Jay Ebben and Alec Johnson, entrepreneurship professors at the University of St. Thomas' Opus College of Business, are putting their business savvy to the test with CourseCal, a cloud-based time and workflow management platform for college educators and students.
Launched last fall, CourseCal allows educators to upload schedules and course materials, which students access online or through mobile devices.
Drag-and-drop functionality enables educators to make changes quickly and easily, they said. Students see those changes in real time because of the platform's integration with the Dropbox file-sharing service.
In contrast, Johnson and Ebben said, changing a course schedule in one of the many systems used by institutions can require dozens of mouse clicks. They believe CourseCal solves such frustrations, and they're positioning it as an alternative to an institution's enterprise platform and the homemade websites and other ad hoc solutions that have been educators' other primary options.

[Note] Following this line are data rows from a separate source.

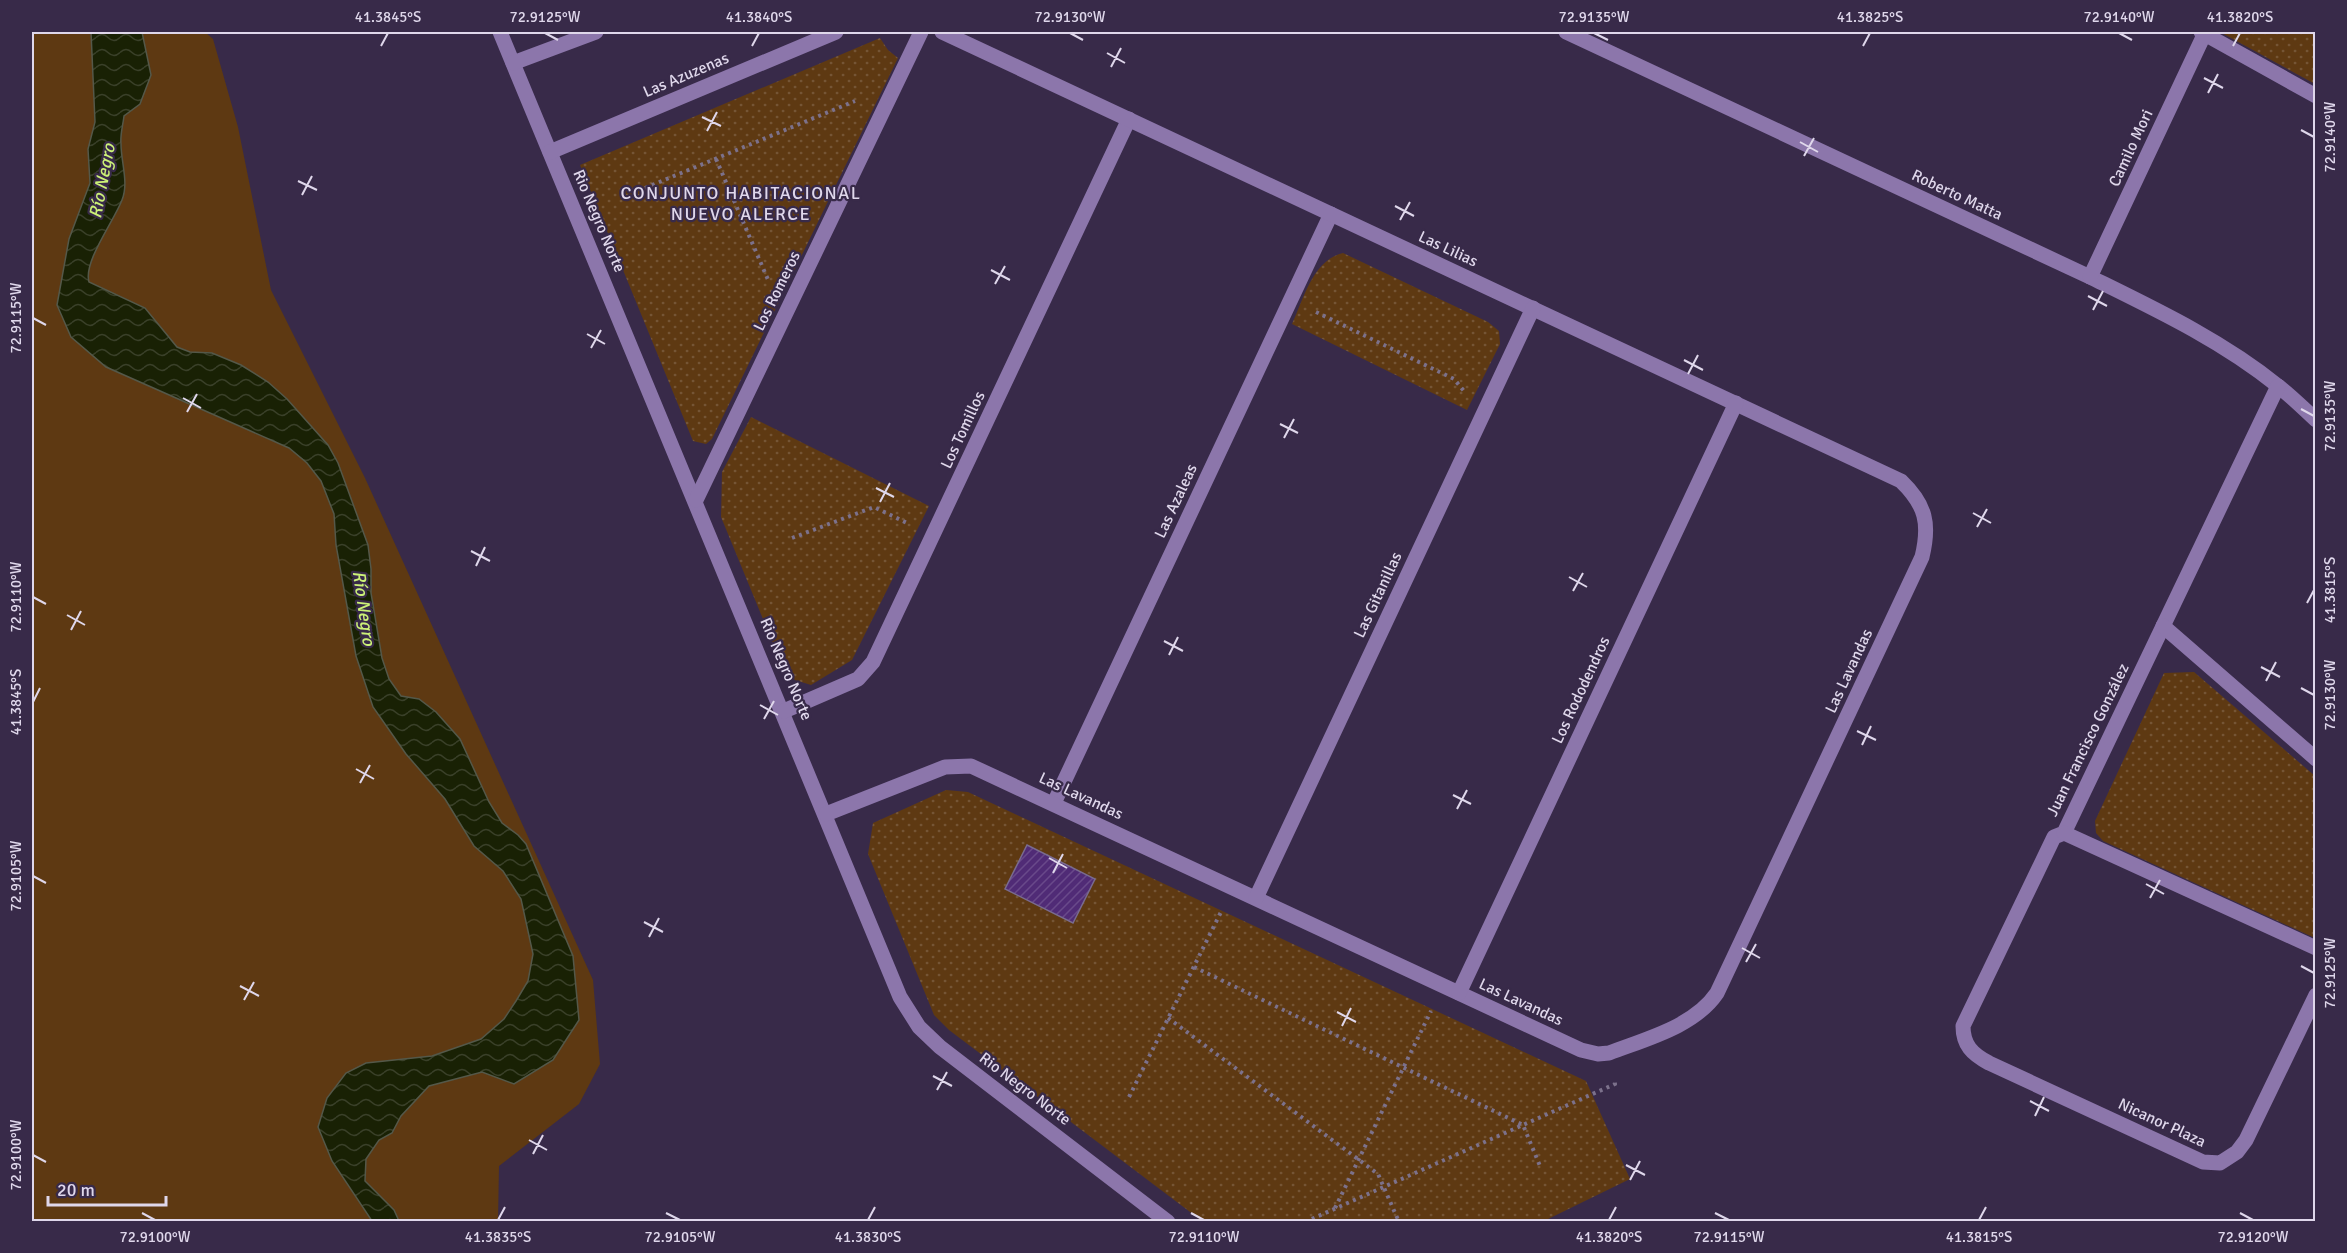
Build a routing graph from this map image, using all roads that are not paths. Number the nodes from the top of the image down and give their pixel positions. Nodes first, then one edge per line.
1 (500, 32) edge
2 (596, 32) edge
3 (836, 32) edge
4 (921, 32) edge
5 (942, 32) edge
6 (1566, 32) edge
7 (2202, 33) edge
8 (513, 63) junction
9 (2316, 96) edge
10 (1129, 119) junction
11 (550, 152) junction
12 (1331, 214) junction
13 (2090, 277) junction
14 (1533, 308) junction
15 (2278, 386) junction
16 (1736, 403) junction
17 (2316, 420) edge
18 (696, 500) junction
19 (1924, 515) joint
20 (2163, 627) junction
21 (783, 711) junction
22 (2316, 759) edge
23 (1054, 803) junction
24 (826, 814) junction
25 (2064, 833) junction
26 (1256, 898) junction
27 (2316, 948) edge
28 (1459, 993) junction
29 (2316, 995) edge
30 (1963, 1026) joint
31 (1168, 1221) edge

1 - 8 street, Rio Negro Norte
2 - 8 street
3 - 11 street, Las Azuzenas
4 - 18 street, Los Romeros
5 - 10 street, Las Lilias
6 - 13 street, Roberto Matta
7 - 9 street, Camilo Mori
7 - 13 street, Camilo Mori
8 - 11 street, Rio Negro Norte
10 - 12 street, Las Lilias
10 - 21 street, Los Tomillos
11 - 18 street, Rio Negro Norte
12 - 14 street, Las Lilias
12 - 23 street, Las Azaleas
13 - 15 street, Roberto Matta
14 - 16 street, Las Lilias
14 - 26 street, Las Gitanillas
15 - 17 street, Roberto Matta
15 - 20 street, Juan Francisco González
16 - 19 street, Las Lilias
16 - 28 street, Los Rododendros
18 - 21 street, Rio Negro Norte
19 - 28 street, Las Lavandas
20 - 22 street
20 - 25 street, Juan Francisco González
21 - 24 street, Rio Negro Norte
23 - 24 street, Las Lavandas
23 - 26 street, Las Lavandas
24 - 31 street, Rio Negro Norte
25 - 27 street
25 - 30 street, Juan Francisco González
26 - 28 street, Las Lavandas
29 - 30 street, Nicanor Plaza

The CourseCal venture also is serving as lesson material for students in starting and building businesses.
"It's a live case study," Ebben said. They're using [CourseCal] themselves and seeing how we ask and answer questions about viability. It's about testing whether this model works."
Said Johnson: "One thing we preach is there's a big difference between a good idea and a sustainable business. That is a drumbeat of our pedagogy, and they can witness it day in and day out."
Eight educators and more than 300 students are using CourseCal this semester in class at St. Thomas, the University of Minnesota and two other institutions, according to Johnson and Ebben. It's free to educators. Students can pay $5.95 a course for a full-featured version of the platform or CourseCal Lite for free.